Well, 2001 came and went, you never quite collected four of them for your awesome Stone-Tongue Basilisk/Arcane Teachings deck. You gained some pounds, got your heart broken, and ended up being thrown into the spiritual meat grinder of adulthood. Playing Magic is about as good as popping Zoloft so why not? Anyway, during those years, the nWo’s takeover of WCW—sorry, WotC’s Magic department—has been fully realized and consolidated. That Stone-Tongue Basilisk is truly an embarrassment now, though thinking back on it with the wisdom of age, you realize it probably always was.

At least now you can use one of the two you collected way back then, play it, and think back to when people were enraged that Counterspell was no longer going to be considered acceptable to print in core sets and Shroud wasn’t too complicated or frustrating for us troglodytes to understand.

Type 4 is kind of like a graveyard for our fond memories in that sense.

Overall: Three angular creatures with open mouths looking to the right out of five

Review: Rise from the Grave

Draft Priority: 2

Impact: 3

Stack Status: 2
Borderline. It’s nothing special but it’s inoffensive.

Discussion:

This is like… the most average card in the stack. It takes a main phase and does something that’s worth doing, but nothing above that. It will pretty much always have a use in just about any games that’s past the first few turns, and it’s probably going to be pretty good, too. The graveyard tends to be populated with all kinds of delicious goodies, just like real life.

But it’s really nothing special.
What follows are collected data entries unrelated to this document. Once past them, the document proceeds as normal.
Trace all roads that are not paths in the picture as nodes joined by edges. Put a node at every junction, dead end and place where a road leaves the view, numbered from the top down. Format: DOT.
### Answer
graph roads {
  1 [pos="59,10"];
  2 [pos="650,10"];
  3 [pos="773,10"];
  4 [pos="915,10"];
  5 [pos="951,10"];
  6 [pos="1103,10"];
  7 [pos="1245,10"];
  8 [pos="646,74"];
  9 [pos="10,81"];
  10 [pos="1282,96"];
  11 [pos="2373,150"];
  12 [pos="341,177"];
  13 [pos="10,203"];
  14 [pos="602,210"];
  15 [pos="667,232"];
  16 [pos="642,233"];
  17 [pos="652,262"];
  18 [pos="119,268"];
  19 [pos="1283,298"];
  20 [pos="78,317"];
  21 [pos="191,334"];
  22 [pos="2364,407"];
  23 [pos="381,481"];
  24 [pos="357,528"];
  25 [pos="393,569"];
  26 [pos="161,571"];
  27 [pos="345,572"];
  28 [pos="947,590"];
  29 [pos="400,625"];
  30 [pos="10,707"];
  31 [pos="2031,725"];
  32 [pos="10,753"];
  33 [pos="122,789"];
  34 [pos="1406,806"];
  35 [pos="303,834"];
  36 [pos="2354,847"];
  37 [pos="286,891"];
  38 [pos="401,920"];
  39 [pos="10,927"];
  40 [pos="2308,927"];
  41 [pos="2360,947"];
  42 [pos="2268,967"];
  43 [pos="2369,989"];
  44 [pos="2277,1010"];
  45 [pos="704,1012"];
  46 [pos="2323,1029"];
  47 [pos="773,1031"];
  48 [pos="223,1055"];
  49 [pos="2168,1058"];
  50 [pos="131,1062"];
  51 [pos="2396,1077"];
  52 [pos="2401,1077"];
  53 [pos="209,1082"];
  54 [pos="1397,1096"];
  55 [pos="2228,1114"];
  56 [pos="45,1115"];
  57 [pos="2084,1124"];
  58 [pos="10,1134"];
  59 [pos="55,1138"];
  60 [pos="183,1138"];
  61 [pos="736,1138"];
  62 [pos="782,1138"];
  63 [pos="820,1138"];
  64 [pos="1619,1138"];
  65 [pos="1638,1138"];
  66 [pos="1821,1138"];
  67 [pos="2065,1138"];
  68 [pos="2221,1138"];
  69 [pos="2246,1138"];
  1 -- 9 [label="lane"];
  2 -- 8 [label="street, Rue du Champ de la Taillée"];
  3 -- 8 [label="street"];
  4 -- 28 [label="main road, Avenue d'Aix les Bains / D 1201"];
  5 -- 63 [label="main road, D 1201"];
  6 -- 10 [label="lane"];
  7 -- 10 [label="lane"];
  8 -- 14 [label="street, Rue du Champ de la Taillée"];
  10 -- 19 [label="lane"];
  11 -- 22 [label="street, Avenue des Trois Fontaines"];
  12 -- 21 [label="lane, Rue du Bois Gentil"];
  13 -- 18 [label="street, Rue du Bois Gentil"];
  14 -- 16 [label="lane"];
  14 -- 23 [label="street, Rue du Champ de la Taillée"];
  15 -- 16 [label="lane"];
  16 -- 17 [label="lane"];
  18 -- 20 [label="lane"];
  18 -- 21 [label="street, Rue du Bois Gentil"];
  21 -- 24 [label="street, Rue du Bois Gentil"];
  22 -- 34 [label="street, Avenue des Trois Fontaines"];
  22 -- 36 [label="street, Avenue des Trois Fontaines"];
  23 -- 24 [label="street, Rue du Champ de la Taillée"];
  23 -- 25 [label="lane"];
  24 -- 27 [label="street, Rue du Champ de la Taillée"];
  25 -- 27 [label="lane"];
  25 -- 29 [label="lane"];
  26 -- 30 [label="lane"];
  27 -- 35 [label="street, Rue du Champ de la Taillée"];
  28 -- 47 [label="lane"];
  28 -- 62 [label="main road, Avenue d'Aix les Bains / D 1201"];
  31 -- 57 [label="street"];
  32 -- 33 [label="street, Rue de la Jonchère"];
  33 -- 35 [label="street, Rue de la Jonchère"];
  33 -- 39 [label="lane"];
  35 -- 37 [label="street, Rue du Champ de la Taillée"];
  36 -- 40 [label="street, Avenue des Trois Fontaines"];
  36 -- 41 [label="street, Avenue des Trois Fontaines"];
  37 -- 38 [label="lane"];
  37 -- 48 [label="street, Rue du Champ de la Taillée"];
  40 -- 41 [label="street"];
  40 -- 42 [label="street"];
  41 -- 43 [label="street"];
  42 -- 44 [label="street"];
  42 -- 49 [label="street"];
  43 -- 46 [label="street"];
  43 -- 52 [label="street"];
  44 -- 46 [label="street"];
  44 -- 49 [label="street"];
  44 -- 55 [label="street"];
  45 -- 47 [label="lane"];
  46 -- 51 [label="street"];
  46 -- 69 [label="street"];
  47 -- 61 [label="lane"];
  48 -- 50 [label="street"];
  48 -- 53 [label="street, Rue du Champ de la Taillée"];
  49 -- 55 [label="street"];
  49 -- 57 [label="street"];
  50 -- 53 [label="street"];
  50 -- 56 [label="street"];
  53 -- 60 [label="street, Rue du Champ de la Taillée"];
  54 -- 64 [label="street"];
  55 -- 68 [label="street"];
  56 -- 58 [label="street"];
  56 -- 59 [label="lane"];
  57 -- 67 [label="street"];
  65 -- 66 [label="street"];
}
It might actually be the most mediocre card in the Stack.

Overall: Two and a half ‘midnight snacks’ out of five

Review: Lone Revenant

Draft Priority: 1

Impact: 1

Stack Status: 2
Marginal. This is a pity 2, because it’s just not good anywhere.

Discussion:

I remember opening this as I ended up with a bunch of packs of Avacyn Restored. I thought, “hmm, rare blue creature at over four mana? This must be good.” I’m sure if one could have mounted a camera in the room and recorded my face as my eyes scrolled down the text, it could have made for a hilarious .gif file that could haunt message boards for years to come. The transition from interest to confusion, then sadness, and finally rage probably would have been Oscar-worthy. Instead I’ll just tell you this card sucks, and I figured it might have a chance in Type 4 between the relatively empty boards and Hexproof. Instead, all it does it get pushed and the person who gets it resents it.